Result: Maya sent the link to two clients that week. She got one new booking. She texted me a photo of her cat as a thank you. I saved it, of course. And if your niche is more on the motivational side, my breakdown of the best website builders for life coaches digs into which templates convert.


Project 3: Webflow for a Yoga Studio Landing Page (more control, more brain)

A local yoga studio wanted a one-page site with a class list and a sign-up form. They also wanted the schedule to be easy to update. So I used Webflow. I almost reached for WYSIWYG Web Builder 12 Portable, which I used for two other real sites, but the studio needed CMS features, so Webflow won.

  • I built sections with the Designer, stacked in the Navigator. Think tidy folders.
  • I used classes like “section—hero” and “btn—primary,” so I could change styles once and reuse them.
  • I used flexbox for the class cards. Rows that wrap. It felt neat, like shelves.
  • I set breakpoints for tablet and mobile, and adjusted font sizes so headers didn’t shout on phones.
  • I made a CMS collection for classes: Title, Instructor, Time, and Level. Now they can add a class without touching design.

What worked: Control. So much control. The published page matched the layout I saw. No weird jumps. The CMS made updates easy after I set it up.

What bugged me: The learning curve. If you don’t know basic layout ideas (like spacing and nesting), it can feel like a puzzle with extra pieces. Also, publishing to a custom domain took me a minute with DNS stuff, but the guide was clear enough. By contrast, when I built a quick brochure site on iPage, the built-in domain wizard spared me the record-juggling.
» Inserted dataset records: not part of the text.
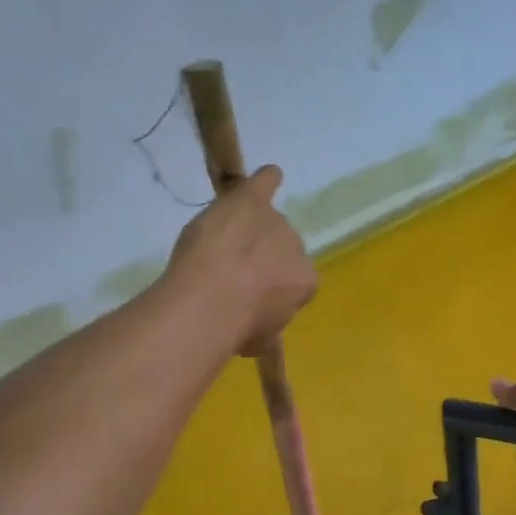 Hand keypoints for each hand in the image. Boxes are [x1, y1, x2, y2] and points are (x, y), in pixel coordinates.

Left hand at [164, 166, 316, 354]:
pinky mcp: (252, 201)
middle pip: (279, 247)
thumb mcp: (258, 339)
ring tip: (218, 246)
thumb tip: (255, 331)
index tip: (248, 295)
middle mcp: (297, 248)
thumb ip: (263, 325)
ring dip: (247, 229)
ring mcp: (275, 222)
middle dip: (259, 258)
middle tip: (229, 272)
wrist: (211, 303)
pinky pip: (265, 184)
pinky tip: (267, 175)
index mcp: (304, 283)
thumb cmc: (235, 330)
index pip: (291, 279)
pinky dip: (266, 179)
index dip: (269, 286)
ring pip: (265, 222) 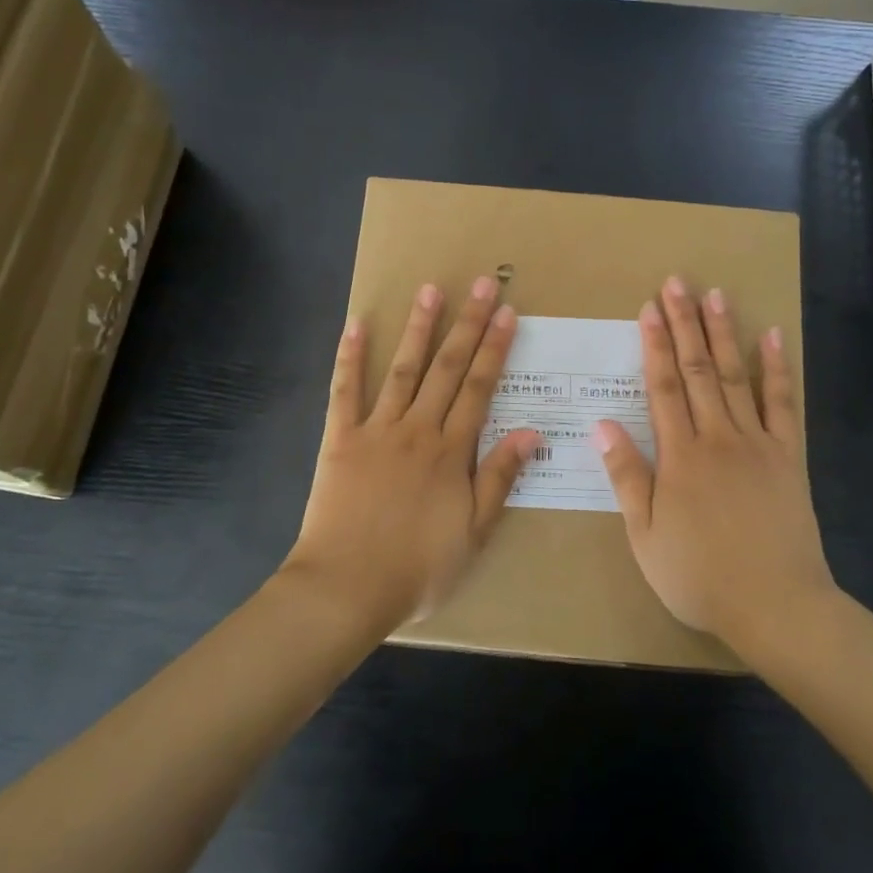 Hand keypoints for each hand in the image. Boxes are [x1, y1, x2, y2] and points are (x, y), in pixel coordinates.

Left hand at [286, 276, 540, 629]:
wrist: (347, 588)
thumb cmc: (418, 569)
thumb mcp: (474, 533)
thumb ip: (500, 479)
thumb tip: (531, 432)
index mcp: (451, 452)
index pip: (480, 388)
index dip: (494, 348)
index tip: (506, 313)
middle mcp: (418, 429)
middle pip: (447, 369)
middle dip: (466, 325)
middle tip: (480, 284)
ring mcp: (376, 430)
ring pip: (402, 370)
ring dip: (419, 329)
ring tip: (430, 290)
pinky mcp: (340, 439)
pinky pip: (345, 391)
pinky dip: (350, 356)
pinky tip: (357, 324)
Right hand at [594, 277, 833, 647]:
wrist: (775, 605)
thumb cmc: (699, 576)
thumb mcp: (645, 535)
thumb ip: (626, 476)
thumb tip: (602, 425)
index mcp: (679, 456)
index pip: (663, 388)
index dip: (654, 346)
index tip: (648, 309)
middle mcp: (718, 437)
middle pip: (699, 370)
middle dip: (685, 324)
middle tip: (678, 283)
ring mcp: (757, 443)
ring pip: (737, 376)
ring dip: (725, 333)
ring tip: (716, 295)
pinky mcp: (788, 456)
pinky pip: (783, 404)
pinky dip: (779, 368)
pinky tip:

I also spent a week tinkering with Voog, and that role-play review shows where simplicity meets quirks.

Result: They ran a spring promo and tracked 22 form sign-ups from the page in week one. They were happy. I was tired, but happy too.


Little things I loved (and noticed)

  • Wix: Great for quick wins. The ADI setup asked me a few questions, and bam, a starter layout. I still edited a lot, but it saved time.
  • Squarespace: Typography feels classy. Good for portfolios, weddings, restaurants, anyone who loves clean lines.
  • Webflow: Pixel-precise. If you’re picky (I am sometimes), it’s a joy.

If speed is your obsession, I tried Octane Builder recently and documented the whole three-site sprint; it’s snappy but rough around the edges.


Little things that bugged me

  • Wix: Drag-and-drop can feel jumpy. Padding, margins, and grid don’t always behave. I had to re-check mobile a lot.
  • Squarespace: Fewer knobs to turn. If you want tiny tweaks, you’ll hit walls unless you add code.
  • Webflow: Setup time. You build the system first—classes, styles, CMS—then it speeds up. Worth it, but not “five-minute site.”

If you want to compare even more builders side-by-side, check out this comprehensive ranking of the best website builders that I often reference before starting a new project.


So, which one should you use?

  • Need a site by tonight for a bake sale, pop-up, or school event? Wix.
  • Want a calm, pretty portfolio or a simple small business site? Squarespace.
  • Want full control and plan to update content often? Webflow.

If your project leans toward something a bit more adult-oriented—say you’re in Chillicothe and want a discreet personals board instead of relying on crowded classifieds—whipping up your own landing page can give you total control over privacy and content. I recently helped a friend launch a one-pager that serves as an alternative to SkipTheGames Chillicothe and it lets them refresh photos, availability, and screening rules on the fly without waiting for a third-party site to approve changes.

Still weighing the pros and cons for a side-hustle or brick-and-mortar shop? Zapier’s no-fluff guide to the best website builders for small business maps out features, pricing, and ease of use in one chart.